*Problem requirements*.
Could you say how many lines in the records include "General"? Please give the number by itself.

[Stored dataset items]
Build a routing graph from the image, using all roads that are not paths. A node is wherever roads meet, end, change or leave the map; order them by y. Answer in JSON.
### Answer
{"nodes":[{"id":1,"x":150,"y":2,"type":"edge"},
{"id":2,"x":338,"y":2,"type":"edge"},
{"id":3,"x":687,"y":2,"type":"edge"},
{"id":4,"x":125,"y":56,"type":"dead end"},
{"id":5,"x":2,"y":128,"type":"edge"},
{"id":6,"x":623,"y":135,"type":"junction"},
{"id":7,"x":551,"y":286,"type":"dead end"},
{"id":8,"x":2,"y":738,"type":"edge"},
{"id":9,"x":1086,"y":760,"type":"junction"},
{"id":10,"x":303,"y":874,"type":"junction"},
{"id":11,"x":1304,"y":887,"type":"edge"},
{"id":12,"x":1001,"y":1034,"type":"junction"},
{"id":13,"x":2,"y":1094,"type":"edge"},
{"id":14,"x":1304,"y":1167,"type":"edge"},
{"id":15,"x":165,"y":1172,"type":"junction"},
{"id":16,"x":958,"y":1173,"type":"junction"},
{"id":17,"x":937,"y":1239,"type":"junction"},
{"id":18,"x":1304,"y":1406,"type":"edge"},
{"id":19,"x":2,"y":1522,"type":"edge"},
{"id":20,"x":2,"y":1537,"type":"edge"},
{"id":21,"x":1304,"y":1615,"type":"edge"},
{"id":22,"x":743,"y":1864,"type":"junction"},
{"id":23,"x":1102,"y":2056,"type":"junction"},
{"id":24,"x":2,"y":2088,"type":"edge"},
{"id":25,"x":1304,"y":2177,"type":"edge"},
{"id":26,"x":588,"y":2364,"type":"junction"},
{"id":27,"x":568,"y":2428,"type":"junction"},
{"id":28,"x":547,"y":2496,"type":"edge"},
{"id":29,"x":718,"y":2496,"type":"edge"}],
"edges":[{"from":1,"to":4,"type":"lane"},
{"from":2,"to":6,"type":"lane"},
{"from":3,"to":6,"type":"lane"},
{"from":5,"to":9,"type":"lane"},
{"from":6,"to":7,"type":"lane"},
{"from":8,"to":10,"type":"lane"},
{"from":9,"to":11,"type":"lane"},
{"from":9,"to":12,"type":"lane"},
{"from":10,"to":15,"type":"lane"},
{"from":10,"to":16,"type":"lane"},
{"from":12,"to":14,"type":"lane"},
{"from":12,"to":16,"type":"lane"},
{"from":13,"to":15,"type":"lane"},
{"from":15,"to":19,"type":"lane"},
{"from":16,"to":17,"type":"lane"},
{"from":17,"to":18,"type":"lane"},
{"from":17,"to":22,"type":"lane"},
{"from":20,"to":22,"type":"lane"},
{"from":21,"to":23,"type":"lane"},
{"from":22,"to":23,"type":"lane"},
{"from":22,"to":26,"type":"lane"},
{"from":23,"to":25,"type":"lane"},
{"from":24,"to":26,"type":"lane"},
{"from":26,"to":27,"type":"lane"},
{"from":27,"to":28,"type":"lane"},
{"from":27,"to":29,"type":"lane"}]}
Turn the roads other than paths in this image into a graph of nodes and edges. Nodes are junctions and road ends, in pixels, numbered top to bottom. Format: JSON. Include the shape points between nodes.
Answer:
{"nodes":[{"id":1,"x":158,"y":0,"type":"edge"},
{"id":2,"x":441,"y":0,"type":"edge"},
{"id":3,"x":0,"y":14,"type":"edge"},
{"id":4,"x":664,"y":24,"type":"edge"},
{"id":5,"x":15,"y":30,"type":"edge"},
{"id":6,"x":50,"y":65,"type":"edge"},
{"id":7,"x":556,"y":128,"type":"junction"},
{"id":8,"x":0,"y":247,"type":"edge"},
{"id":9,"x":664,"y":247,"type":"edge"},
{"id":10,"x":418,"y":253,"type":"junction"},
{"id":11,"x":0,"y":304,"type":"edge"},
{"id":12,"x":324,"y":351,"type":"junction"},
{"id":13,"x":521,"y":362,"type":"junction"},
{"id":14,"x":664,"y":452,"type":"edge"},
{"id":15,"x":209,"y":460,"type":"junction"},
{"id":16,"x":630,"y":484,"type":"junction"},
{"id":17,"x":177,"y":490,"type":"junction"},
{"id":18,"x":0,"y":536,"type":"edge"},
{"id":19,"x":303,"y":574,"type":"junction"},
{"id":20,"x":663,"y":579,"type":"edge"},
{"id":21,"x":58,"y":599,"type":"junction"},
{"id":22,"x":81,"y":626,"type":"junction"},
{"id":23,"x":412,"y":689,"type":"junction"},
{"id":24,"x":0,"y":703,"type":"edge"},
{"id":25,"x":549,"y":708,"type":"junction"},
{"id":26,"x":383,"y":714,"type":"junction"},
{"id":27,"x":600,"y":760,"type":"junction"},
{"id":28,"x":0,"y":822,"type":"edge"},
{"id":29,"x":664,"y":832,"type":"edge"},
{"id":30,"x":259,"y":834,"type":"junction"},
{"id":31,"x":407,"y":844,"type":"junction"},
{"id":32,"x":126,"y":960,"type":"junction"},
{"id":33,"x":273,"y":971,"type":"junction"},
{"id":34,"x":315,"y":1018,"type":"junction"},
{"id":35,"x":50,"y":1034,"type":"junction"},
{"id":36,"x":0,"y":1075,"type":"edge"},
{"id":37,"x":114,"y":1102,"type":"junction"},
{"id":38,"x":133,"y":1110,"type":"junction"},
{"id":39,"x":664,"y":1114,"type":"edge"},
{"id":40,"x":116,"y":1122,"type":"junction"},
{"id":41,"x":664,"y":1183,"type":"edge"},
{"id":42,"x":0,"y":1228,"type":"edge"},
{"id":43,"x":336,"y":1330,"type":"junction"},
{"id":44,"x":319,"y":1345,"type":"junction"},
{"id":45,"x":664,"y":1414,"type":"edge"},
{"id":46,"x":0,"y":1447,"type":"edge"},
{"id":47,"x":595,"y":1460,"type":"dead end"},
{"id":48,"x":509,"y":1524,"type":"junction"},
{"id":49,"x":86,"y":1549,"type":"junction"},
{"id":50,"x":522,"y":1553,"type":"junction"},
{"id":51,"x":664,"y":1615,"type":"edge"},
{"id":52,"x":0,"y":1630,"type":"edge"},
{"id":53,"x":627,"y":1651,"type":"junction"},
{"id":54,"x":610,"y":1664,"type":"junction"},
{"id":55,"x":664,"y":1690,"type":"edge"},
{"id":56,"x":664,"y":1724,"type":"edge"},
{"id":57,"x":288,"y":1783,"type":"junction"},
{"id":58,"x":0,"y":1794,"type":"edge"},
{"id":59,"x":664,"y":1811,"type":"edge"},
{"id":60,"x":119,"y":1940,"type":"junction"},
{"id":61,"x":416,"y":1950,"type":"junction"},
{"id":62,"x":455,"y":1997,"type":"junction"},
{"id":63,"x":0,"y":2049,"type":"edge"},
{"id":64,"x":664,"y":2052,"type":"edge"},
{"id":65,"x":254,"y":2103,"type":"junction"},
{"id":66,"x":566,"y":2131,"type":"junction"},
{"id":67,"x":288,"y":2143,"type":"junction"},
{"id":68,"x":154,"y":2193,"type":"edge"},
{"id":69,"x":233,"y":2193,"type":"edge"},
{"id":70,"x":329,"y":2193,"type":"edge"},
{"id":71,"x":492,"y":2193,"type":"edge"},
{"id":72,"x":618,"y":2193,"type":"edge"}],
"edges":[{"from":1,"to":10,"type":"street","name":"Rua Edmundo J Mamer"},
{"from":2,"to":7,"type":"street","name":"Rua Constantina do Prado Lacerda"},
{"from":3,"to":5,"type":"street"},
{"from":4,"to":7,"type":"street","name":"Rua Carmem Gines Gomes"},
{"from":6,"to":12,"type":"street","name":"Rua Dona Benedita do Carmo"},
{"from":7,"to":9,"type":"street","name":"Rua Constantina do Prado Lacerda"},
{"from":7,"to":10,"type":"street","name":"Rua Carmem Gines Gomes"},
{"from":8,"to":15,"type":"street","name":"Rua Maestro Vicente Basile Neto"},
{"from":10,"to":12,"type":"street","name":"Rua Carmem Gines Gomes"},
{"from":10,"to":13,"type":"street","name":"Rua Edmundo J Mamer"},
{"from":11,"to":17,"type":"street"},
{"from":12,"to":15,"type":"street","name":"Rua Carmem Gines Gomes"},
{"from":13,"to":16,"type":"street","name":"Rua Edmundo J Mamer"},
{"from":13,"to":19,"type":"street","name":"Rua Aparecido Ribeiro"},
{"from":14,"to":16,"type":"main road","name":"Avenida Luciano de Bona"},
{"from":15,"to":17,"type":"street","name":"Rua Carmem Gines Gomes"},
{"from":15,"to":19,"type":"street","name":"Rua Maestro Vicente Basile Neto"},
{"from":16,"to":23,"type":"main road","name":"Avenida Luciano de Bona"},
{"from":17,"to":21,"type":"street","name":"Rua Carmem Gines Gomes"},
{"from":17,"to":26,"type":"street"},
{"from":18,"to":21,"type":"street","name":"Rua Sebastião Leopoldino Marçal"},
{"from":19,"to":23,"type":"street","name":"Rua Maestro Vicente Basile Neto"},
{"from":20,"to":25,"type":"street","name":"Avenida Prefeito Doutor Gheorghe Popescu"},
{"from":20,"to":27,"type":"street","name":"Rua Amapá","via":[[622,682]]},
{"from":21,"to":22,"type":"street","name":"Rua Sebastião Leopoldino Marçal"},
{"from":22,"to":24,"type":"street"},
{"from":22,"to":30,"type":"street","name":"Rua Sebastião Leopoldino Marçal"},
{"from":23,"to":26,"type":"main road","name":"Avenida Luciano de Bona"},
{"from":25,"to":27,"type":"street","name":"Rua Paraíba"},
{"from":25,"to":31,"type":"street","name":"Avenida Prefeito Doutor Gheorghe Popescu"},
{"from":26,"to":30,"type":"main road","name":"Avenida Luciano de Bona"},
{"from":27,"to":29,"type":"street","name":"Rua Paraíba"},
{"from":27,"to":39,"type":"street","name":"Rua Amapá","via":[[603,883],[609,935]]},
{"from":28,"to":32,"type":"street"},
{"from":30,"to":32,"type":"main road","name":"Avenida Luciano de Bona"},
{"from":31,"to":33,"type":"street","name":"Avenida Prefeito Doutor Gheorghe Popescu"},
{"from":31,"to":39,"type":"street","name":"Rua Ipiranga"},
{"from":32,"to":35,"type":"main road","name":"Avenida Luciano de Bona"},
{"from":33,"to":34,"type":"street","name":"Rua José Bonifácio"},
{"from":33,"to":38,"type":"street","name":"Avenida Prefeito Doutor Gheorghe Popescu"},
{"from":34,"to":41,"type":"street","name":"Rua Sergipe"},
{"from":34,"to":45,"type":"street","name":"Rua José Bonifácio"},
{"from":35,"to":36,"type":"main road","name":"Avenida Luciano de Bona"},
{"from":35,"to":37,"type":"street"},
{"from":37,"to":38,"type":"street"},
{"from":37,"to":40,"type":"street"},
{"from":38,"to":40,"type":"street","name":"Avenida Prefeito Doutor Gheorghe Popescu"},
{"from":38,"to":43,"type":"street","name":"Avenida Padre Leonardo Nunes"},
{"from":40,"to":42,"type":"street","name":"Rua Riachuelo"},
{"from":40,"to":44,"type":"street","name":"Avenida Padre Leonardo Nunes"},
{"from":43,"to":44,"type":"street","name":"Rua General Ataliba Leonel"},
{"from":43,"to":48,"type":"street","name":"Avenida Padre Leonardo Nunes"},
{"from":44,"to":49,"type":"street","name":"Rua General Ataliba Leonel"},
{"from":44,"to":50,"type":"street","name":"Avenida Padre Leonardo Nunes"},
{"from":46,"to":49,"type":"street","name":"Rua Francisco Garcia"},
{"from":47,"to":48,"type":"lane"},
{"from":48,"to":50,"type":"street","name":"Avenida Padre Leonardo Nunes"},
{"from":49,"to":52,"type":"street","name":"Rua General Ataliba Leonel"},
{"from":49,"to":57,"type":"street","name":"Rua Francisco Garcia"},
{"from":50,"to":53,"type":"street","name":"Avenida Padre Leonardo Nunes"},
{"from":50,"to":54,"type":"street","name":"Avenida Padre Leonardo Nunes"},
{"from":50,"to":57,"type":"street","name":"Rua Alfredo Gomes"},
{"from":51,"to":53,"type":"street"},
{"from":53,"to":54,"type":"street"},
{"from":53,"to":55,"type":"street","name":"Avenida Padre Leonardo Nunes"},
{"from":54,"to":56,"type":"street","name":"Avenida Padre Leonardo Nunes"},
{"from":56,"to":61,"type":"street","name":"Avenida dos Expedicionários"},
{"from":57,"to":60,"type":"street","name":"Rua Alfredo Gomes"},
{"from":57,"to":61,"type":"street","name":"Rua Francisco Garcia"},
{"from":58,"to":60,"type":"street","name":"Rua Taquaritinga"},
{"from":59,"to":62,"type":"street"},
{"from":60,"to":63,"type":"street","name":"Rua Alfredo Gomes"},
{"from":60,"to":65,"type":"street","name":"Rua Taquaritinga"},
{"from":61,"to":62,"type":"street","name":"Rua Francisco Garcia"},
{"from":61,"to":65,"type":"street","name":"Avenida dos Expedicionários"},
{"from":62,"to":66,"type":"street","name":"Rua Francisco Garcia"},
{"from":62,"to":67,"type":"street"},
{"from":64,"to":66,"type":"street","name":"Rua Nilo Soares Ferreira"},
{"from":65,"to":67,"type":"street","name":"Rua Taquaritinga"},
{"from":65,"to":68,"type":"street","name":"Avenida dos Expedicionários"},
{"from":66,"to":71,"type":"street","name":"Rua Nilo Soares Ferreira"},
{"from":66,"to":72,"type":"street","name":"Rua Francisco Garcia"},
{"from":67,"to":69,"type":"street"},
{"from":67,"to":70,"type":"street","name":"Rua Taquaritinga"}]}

*Exercise output*.
3